WHAT TO WORK ON: Copy out each line of the data below in which "main" appears.

RECORDS FOR THIS TASK:
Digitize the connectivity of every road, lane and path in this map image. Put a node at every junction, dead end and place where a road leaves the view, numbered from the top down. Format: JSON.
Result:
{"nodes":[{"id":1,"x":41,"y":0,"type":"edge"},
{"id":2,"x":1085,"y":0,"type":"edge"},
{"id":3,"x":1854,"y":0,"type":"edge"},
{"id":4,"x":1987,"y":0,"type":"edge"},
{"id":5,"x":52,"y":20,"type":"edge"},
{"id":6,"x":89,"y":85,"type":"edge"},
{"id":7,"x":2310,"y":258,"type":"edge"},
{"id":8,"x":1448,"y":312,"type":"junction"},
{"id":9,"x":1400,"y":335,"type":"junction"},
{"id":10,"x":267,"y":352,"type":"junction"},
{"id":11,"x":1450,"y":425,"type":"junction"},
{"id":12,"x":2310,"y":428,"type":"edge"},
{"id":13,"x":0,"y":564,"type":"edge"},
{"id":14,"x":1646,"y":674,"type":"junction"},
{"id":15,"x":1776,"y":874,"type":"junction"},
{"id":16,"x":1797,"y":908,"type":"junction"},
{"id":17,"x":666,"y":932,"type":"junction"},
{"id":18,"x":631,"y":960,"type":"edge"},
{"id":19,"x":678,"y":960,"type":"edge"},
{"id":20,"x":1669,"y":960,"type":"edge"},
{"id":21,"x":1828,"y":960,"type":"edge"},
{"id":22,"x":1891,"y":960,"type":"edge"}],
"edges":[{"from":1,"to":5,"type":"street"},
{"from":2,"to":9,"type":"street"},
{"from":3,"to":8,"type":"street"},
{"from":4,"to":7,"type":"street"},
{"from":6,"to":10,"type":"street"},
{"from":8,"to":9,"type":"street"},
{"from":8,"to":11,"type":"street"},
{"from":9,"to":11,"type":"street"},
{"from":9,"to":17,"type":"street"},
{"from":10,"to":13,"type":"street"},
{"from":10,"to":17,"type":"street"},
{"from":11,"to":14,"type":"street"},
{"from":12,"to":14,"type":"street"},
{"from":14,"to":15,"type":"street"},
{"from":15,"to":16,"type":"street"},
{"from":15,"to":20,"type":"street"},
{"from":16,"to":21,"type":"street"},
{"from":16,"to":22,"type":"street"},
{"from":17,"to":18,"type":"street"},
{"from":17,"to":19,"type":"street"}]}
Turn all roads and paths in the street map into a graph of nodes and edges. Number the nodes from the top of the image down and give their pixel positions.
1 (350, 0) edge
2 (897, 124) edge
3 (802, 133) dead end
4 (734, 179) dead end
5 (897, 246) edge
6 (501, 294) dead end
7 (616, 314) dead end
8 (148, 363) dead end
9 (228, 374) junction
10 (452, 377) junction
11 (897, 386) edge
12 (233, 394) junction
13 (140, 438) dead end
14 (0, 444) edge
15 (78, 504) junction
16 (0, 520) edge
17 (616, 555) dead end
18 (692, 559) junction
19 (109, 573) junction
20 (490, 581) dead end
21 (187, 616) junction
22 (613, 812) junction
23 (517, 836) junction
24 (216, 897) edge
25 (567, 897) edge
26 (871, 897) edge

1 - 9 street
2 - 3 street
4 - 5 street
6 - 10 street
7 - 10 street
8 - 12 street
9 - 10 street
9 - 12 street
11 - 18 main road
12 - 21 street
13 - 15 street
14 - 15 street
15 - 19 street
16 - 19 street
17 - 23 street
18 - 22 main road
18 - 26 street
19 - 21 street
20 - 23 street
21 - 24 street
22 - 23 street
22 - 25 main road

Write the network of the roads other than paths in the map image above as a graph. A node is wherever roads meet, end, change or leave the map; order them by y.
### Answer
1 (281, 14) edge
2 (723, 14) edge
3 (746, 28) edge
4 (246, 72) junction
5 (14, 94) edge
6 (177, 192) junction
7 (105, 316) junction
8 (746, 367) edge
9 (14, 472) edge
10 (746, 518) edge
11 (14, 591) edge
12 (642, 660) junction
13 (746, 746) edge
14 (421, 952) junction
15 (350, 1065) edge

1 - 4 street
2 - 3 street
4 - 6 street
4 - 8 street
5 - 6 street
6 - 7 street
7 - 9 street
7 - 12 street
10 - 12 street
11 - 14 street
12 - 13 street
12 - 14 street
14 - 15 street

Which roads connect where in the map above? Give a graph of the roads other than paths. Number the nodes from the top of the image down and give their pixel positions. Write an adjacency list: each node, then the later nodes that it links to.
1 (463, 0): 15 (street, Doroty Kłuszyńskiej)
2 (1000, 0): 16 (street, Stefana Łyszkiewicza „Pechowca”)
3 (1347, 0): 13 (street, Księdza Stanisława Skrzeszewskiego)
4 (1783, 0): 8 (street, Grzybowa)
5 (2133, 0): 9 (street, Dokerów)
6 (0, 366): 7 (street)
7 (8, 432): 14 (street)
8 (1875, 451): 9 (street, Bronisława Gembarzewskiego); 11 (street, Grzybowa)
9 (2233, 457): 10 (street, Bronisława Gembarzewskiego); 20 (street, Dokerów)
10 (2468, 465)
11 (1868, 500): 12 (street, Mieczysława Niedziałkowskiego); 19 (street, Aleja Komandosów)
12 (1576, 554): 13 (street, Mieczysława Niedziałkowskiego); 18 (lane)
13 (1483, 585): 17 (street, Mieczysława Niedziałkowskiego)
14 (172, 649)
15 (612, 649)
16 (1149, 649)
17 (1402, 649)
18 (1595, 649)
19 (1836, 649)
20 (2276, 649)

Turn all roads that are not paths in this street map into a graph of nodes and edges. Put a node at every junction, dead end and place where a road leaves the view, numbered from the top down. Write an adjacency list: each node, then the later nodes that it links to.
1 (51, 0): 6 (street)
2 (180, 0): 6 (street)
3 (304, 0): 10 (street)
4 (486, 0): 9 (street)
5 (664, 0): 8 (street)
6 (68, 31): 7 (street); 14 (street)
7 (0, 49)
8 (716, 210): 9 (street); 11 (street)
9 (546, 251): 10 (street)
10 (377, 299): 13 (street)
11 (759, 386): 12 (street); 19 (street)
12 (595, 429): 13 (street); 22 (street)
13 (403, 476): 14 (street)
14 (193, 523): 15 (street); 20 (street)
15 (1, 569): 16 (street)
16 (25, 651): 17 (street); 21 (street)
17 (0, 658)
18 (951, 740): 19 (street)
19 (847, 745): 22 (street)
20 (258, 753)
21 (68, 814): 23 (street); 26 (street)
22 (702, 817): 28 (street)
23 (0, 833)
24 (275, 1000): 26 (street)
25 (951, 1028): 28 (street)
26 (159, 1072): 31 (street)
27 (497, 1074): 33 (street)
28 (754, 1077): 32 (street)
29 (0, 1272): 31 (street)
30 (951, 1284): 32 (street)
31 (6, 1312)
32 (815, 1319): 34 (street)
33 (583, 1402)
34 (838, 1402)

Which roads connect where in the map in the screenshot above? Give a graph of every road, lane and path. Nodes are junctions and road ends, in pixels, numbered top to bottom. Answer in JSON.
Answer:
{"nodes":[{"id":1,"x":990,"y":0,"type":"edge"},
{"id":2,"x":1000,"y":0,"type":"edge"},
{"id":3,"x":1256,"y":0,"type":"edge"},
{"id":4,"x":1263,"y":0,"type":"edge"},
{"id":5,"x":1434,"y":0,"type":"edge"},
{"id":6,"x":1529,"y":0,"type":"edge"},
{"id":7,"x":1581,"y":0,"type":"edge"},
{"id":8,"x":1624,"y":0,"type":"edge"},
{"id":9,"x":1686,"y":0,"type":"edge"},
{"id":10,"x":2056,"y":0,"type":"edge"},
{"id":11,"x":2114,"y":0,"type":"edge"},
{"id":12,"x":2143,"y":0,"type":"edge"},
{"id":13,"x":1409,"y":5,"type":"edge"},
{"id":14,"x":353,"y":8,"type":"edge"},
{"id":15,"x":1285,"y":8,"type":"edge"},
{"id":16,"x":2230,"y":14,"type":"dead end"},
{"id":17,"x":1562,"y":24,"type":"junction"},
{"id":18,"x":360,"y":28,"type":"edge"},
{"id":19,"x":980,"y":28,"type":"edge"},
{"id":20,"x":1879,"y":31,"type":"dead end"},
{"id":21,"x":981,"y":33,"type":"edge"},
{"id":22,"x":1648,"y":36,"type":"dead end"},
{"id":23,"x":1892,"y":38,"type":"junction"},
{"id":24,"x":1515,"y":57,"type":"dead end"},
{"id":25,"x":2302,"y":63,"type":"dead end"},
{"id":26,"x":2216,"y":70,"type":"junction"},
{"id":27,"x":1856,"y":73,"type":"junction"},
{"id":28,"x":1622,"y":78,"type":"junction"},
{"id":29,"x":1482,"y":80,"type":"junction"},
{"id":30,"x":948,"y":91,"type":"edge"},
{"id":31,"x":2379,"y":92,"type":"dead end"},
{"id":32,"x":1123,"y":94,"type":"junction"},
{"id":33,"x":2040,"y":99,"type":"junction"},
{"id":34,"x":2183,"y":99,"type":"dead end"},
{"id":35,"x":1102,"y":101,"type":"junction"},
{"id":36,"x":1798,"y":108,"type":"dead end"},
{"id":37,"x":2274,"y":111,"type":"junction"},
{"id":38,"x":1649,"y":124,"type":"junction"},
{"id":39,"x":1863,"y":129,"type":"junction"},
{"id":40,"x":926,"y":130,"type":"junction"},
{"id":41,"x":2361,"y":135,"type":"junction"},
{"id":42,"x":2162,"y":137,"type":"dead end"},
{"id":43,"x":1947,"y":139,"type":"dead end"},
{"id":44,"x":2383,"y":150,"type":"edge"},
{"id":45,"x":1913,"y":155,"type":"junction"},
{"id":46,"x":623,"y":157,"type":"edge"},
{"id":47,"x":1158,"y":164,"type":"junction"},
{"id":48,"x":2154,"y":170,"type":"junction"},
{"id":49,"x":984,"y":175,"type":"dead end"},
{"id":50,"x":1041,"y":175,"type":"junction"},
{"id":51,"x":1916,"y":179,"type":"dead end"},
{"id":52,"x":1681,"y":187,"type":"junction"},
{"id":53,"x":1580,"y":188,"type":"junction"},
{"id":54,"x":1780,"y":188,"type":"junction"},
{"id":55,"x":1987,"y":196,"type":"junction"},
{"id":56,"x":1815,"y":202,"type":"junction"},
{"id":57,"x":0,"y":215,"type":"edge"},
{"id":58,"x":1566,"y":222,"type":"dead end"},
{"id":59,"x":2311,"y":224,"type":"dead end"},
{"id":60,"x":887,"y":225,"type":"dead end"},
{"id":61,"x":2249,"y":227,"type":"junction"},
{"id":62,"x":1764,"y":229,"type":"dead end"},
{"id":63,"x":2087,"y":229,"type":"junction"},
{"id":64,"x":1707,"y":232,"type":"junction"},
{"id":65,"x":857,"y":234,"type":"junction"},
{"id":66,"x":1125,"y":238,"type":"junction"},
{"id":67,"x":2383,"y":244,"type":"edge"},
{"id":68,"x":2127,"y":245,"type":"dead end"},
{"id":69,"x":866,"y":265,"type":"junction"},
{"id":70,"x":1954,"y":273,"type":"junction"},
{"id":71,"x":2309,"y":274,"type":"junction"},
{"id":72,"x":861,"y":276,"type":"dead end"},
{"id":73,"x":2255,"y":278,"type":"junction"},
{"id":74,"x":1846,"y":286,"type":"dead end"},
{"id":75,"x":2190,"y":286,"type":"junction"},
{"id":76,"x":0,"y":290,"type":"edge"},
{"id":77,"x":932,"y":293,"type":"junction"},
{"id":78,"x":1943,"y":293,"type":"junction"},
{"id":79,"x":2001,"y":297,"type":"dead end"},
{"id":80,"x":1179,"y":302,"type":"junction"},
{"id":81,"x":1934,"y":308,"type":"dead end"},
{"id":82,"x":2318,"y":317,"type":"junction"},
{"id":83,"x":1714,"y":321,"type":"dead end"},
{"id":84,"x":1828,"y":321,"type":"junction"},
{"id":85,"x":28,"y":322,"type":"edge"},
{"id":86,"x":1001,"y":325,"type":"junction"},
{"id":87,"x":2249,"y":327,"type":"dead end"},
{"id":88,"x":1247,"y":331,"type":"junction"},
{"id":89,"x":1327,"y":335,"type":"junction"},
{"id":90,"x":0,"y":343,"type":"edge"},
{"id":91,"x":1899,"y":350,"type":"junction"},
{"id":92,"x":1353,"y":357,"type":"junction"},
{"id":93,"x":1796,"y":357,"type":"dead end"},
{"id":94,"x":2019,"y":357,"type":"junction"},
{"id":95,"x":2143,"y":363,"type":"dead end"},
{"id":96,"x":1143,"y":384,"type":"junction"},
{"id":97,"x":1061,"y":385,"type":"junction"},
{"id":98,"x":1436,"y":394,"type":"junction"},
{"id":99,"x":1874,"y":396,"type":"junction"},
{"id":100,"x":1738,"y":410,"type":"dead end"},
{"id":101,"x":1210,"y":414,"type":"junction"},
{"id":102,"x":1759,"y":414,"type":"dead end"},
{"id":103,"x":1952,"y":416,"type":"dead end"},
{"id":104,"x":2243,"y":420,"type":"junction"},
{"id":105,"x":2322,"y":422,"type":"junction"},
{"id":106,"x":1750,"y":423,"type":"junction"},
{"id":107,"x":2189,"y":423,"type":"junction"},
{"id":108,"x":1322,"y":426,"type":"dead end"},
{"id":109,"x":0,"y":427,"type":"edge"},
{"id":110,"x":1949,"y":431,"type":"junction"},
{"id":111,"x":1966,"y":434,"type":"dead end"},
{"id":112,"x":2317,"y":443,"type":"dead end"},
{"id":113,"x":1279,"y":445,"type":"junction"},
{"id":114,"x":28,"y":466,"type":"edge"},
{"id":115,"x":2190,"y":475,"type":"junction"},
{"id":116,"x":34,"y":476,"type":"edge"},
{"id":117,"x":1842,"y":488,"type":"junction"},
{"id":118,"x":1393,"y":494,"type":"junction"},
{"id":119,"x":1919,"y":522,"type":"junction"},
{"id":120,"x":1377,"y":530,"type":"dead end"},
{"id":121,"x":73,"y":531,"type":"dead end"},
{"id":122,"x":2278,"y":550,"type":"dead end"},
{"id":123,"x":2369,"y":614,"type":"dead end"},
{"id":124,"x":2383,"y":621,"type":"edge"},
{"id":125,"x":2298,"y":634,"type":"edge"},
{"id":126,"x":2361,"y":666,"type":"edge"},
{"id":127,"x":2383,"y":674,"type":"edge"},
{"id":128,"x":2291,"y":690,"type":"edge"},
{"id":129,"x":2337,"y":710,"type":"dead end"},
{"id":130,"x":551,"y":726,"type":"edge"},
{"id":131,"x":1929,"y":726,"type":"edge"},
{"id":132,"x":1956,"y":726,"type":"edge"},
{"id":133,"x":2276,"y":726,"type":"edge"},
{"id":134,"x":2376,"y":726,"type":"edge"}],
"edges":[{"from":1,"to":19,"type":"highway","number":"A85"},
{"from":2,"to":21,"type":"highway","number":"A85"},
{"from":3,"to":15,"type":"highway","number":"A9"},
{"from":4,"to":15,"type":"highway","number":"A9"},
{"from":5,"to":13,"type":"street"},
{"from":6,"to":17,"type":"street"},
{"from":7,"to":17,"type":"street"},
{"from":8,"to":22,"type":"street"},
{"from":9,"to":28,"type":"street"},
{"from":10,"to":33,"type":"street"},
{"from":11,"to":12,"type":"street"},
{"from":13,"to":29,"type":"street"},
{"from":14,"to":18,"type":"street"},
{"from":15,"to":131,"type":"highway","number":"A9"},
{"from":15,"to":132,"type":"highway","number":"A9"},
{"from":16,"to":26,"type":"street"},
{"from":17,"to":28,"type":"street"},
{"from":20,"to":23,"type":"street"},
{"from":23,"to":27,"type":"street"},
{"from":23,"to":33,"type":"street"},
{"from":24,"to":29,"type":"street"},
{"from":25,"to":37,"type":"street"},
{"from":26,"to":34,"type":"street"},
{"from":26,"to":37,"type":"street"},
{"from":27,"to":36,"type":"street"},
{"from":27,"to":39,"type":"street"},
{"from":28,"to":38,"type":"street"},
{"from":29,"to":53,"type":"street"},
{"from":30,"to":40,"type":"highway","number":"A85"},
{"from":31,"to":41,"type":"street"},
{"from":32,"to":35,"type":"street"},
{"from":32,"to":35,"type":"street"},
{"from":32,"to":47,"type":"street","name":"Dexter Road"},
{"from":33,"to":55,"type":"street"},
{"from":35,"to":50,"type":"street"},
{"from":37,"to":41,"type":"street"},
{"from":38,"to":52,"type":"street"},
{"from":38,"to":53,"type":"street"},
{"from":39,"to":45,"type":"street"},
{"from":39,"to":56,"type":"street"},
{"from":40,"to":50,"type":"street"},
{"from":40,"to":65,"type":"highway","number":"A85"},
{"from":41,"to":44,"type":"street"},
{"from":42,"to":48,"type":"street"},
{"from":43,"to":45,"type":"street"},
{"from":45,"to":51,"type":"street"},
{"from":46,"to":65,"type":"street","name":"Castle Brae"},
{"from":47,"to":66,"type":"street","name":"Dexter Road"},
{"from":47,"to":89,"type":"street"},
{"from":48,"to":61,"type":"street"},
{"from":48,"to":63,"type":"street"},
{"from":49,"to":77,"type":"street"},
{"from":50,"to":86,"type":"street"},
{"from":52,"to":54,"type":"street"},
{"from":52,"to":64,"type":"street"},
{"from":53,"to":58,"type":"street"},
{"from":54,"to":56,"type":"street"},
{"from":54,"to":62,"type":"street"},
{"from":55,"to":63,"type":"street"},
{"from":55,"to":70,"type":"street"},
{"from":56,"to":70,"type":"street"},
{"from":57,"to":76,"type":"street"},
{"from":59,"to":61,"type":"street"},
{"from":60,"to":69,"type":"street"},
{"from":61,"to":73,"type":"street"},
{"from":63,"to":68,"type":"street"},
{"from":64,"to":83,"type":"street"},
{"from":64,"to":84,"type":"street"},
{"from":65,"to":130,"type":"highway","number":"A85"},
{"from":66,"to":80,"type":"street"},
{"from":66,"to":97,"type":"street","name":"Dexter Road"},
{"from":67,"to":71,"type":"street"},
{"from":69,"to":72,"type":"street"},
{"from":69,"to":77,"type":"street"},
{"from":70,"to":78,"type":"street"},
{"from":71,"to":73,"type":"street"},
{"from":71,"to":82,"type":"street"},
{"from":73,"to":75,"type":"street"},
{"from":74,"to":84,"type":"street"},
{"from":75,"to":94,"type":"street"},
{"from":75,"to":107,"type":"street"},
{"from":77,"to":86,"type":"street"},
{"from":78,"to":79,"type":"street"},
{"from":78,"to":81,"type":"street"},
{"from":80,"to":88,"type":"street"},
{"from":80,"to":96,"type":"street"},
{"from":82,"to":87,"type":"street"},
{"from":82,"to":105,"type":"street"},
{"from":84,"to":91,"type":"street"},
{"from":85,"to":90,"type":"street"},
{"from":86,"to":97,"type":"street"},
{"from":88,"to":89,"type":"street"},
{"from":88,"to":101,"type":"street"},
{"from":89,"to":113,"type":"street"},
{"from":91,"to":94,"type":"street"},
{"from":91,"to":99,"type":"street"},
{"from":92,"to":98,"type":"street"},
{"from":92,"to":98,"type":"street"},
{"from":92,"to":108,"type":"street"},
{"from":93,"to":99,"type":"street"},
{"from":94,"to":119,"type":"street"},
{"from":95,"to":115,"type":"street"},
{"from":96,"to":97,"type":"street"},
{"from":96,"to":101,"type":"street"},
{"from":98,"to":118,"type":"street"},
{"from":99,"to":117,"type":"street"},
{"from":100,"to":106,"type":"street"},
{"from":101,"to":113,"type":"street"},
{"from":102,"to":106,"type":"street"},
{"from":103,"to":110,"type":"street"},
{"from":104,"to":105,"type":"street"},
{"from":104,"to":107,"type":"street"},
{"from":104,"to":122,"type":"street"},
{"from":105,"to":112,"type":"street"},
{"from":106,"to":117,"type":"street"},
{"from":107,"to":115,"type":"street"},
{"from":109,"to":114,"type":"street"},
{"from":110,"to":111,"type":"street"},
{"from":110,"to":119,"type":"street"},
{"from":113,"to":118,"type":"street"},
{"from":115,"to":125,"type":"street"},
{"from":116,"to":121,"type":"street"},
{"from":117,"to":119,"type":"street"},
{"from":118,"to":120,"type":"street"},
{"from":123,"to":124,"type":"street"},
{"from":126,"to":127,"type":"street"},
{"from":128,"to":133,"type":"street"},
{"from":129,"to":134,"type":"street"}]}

EXERCISE SOLUTION:
11 - 18 main road
18 - 22 main road
22 - 25 main road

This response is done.